Words Worth 20-20 | Value Research In the season of the IPL, Words Worth brings to you investing insights from 20 renowned personalities

Words Worth 20-20

In the season of the IPL, Words Worth brings to you investing insights from 20 renowned personalities

Furthering the tradition of bringing the wisdom of words, Words Worth brings to you the words of 20 renowned businessmen and investors. From value investors like Ben Graham and Warren Buffett to traders like Jesse Livermore, to all-rounder stock pickers like Peter Lynch, to businessmen like Ray Dalio, to motivational speaker Bob Farell, to money manager Barton Biggs, the wisdom presented below comes from diverse sources. Not only does it come from diverse sources, it is also vibrant and could be even contradictory, thus highlighting the difference in approaches of the speakers. Given that everyone below has proved his/her mettle in his field, the wisdom is worth assimilating. Even if you don't agree upfront, you can still have multiple perspectives of looking at the same thing.

Warren Buffett
"Investors should remember that excitement and expenses are their enemies. And if they insist on trying to time their participation in equities, they should try to be fearful when others are greedy and greedy only when others are fearful."

Philip Fisher
"The stock market is filled with individuals who know the price of everything, but the value of nothing."

Peter Lynch
"Investing without research is like playing stud poker and never looking at the cards."

Benjamin Graham
"It is absurd to think that the general public can ever make money out of market forecasts."

John Templeton
"For all long-term investors, there is only one objective - maximum total real return after taxes."

George Soros
"If investing is entertaining, if you're having fun, you're probably not making any money.
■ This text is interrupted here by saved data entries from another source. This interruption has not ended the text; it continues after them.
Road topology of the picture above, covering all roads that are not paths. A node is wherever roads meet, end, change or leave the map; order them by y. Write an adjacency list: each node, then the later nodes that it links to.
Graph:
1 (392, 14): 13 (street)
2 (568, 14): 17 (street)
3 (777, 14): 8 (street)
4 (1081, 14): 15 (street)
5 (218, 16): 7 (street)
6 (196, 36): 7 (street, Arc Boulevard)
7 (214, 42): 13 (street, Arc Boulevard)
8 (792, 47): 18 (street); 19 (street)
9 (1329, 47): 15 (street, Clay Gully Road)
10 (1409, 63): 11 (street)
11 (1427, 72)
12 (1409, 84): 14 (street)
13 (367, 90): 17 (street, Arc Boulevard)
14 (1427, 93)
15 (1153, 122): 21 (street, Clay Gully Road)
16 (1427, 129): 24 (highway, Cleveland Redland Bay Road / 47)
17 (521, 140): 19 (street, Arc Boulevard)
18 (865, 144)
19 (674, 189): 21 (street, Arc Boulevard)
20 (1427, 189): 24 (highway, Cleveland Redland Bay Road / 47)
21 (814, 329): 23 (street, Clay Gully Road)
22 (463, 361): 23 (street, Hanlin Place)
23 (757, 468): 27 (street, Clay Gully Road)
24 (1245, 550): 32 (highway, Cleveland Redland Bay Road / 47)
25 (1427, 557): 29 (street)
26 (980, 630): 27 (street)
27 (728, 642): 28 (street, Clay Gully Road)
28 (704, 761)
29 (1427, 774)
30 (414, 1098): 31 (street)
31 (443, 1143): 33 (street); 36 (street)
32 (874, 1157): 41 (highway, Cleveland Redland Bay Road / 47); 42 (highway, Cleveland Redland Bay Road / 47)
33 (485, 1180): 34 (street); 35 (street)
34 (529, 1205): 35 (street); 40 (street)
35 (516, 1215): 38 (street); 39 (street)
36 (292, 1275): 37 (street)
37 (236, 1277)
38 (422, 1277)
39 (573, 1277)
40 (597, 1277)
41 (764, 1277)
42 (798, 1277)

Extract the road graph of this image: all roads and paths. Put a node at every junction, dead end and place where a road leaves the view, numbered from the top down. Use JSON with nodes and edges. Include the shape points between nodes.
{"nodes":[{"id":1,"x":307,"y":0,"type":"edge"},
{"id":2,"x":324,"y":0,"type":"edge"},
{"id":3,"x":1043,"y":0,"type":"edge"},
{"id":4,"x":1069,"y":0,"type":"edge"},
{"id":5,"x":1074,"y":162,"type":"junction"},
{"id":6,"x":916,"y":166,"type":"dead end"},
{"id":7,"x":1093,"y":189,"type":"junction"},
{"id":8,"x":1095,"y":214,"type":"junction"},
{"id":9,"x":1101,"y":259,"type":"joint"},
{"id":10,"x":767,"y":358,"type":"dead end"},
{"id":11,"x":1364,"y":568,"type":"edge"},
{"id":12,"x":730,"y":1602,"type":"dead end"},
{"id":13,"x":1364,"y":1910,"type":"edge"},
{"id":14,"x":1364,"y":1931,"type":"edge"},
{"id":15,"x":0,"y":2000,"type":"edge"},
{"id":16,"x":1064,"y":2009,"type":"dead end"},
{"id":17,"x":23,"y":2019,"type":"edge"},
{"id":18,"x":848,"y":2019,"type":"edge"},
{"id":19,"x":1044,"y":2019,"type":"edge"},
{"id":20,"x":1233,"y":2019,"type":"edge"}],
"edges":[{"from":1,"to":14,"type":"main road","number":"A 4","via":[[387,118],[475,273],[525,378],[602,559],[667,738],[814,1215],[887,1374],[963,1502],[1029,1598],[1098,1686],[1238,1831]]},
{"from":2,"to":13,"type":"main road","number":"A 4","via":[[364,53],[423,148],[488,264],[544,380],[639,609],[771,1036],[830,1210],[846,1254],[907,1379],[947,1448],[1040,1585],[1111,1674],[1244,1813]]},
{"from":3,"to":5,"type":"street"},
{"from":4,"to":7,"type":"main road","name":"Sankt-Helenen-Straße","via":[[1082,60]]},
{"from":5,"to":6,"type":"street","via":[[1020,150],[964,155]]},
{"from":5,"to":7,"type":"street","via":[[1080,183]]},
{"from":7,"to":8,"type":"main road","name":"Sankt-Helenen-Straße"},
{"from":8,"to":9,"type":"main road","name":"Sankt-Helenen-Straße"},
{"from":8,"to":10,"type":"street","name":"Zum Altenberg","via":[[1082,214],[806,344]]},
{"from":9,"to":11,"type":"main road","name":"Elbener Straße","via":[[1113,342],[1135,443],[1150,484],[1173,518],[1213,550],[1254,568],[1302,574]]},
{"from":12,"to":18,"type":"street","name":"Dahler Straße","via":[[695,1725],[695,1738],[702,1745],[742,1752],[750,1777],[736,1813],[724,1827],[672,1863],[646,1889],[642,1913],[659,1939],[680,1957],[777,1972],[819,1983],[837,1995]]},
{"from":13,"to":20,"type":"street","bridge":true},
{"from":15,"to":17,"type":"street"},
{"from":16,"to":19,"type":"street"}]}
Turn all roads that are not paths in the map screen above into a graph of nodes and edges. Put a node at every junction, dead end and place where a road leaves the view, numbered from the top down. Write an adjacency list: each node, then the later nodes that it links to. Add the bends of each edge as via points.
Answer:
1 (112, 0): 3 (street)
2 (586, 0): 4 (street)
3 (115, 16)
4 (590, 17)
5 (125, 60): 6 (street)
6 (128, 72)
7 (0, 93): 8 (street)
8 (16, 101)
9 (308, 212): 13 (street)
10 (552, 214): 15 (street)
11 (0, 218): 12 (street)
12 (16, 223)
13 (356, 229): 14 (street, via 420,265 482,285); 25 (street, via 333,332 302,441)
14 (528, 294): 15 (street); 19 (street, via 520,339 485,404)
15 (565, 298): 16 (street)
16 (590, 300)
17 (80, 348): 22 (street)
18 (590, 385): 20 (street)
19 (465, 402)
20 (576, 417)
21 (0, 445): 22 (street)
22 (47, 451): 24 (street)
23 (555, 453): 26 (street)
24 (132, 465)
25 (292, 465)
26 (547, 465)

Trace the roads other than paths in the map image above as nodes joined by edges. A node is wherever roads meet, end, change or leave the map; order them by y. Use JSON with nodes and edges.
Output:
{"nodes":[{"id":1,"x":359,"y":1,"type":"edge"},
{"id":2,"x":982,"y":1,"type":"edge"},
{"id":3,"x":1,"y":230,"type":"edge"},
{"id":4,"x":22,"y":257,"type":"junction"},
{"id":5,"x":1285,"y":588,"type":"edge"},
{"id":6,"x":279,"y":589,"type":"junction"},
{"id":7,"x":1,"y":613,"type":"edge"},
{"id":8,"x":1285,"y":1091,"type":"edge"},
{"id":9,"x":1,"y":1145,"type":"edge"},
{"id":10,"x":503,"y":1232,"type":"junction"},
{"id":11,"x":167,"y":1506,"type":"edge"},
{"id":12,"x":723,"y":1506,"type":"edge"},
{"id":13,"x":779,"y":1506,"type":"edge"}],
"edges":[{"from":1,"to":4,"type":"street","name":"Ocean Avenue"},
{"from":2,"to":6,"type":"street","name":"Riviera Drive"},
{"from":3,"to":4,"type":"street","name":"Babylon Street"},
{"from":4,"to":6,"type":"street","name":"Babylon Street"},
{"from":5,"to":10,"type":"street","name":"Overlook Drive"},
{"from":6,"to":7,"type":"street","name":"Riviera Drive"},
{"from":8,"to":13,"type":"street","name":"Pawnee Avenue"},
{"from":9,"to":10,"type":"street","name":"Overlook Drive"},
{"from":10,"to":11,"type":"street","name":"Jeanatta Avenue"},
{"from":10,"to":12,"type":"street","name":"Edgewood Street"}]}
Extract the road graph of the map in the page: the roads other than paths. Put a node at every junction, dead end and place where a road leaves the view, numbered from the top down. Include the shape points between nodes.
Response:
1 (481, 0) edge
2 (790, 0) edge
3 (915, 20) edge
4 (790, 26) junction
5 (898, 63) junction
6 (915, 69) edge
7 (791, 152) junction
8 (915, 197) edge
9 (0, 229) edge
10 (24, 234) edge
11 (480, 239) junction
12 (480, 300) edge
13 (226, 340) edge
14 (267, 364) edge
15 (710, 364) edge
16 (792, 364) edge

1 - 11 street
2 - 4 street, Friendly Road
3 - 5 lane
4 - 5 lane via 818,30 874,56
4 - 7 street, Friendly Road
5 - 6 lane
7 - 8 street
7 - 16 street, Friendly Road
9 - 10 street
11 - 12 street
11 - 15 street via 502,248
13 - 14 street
Good investing is boring."

John Neff
"It's not always easy to do what's not popular, but that's where you make your money. Buy stocks that look bad to less careful investors and hang on until their real value is recognized."

Thomas Rowe Price Jr
"Every business is manmade. It is a result of individuals. It reflects the personalities and the business philosophy of the founders and those who have directed its affairs throughout its existence. If you want to have an understanding of any business, it is important to know the background of the people who started it and directed its past and the hopes and ambitions of those who are planning its future."

Carl Icahn
"We have bloated bureaucracies in Corporate America. The root of the problem is the absence of real corporate democracy."

Jeremy Grantham
"By far the biggest problem for professionals in investing is dealing with career and business risk: protecting your own job as an agent. The second curse of professional investing is over-management caused by the need to be seen to be busy, to be earning your keep. The individual is far better-positioned to wait patiently for the right pitch while paying no regard to what others are doing, which is almost impossible for professionals."

Jesse Livermore
"Play the market only when all factors are in your favor. No person can play the market all the time and win. There are times when you should be completely out of the market, for emotional as well."

Barton Biggs
"Quantitatively based solutions and asset allocation equations invariably fail as they are designed to capture what would have worked in the previous cycle whereas the next one remains a riddle wrapped in an enigma."

Ken Fisher
"You can't develop a portfolio strategy around endless possibilities. You wouldn't even get out of bed if you considered everything that could possibly happen... You can use history as one tool for shaping reasonable probabilities. Then, you look at the world of economic, sentiment and political drivers to determine what's most likely to happen-while always knowing you can be and will be wrong a lot."

Charles Ellis
"The average long-term experience in investing is never surprising, but the short-term experience is always surprising. We now know to focus not on rate of return, but on the informed management of risk."

Bill Miller
"The market does reflect the available information, as the professors tell us. But just as the funhouse mirrors don't always accurately reflect your weight, the markets don't always accurately reflect that information. Usually they are too pessimistic when it's bad, and too optimistic when it's good."

Bob Farrell
"The public buys the most at the top and the least at the bottom." And, "When all the experts and forecasts agree - something else is going to happen."

Henry Kravis
"If you don't have integrity, you have nothing. You can't buy it. You can have all the money in the world, but if you are not a moral and ethical person, you really have nothing."

Jack Bogle
"If you have trouble imaging a 20 per cent loss in the stock market, you shouldn't be in stocks."

Ray Dalio
"An economy is simply the sum of the transactions that make it up. A transaction is a simple thing. Because there are a lot of them, the economy looks more complex than it really is. If instead of looking at it from the top down, we look at it from the transaction up, it is much easier to understand."

Howard Marks
"Smart investing doesn't consist of buying good assets but of buying assets well. This is a very, very important distinction that very, very few people understand."